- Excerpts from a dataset
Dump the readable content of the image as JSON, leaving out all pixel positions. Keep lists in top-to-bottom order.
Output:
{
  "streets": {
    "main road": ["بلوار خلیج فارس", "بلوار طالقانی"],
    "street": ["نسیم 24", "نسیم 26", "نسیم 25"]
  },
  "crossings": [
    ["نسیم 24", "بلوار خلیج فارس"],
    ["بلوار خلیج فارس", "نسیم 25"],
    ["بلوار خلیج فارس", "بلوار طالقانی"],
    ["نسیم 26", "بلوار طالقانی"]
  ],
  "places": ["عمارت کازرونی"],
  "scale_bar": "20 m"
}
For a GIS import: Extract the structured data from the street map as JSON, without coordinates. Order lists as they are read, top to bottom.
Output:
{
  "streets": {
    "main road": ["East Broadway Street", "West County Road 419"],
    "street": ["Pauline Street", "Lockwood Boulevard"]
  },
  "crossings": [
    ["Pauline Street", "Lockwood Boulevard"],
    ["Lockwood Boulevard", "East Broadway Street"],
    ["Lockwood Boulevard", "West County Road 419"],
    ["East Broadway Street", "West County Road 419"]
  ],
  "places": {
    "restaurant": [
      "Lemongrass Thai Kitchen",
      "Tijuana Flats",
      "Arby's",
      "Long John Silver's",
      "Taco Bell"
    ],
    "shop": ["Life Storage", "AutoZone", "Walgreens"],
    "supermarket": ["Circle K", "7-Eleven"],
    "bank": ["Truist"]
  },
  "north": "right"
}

- ABOUT THIS EXERCISE
Repeat the entries exactly as they appear.

- REPLY
Dump the readable content of the image as JSON, leaving out all pixel positions. Keep lists in top-to-bottom order.
Output:
{
  "streets": {
    "main road": ["بلوار خلیج فارس", "بلوار طالقانی"],
    "street": ["نسیم 24", "نسیم 26", "نسیم 25"]
  },
  "crossings": [
    ["نسیم 24", "بلوار خلیج فارس"],
    ["بلوار خلیج فارس", "نسیم 25"],
    ["بلوار خلیج فارس", "بلوار طالقانی"],
    ["نسیم 26", "بلوار طالقانی"]
  ],
  "places": ["عمارت کازرونی"],
  "scale_bar": "20 m"
}
For a GIS import: Extract the structured data from the street map as JSON, without coordinates. Order lists as they are read, top to bottom.
Output:
{
  "streets": {
    "main road": ["East Broadway Street", "West County Road 419"],
    "street": ["Pauline Street", "Lockwood Boulevard"]
  },
  "crossings": [
    ["Pauline Street", "Lockwood Boulevard"],
    ["Lockwood Boulevard", "East Broadway Street"],
    ["Lockwood Boulevard", "West County Road 419"],
    ["East Broadway Street", "West County Road 419"]
  ],
  "places": {
    "restaurant": [
      "Lemongrass Thai Kitchen",
      "Tijuana Flats",
      "Arby's",
      "Long John Silver's",
      "Taco Bell"
    ],
    "shop": ["Life Storage", "AutoZone", "Walgreens"],
    "supermarket": ["Circle K", "7-Eleven"],
    "bank": ["Truist"]
  },
  "north": "right"
}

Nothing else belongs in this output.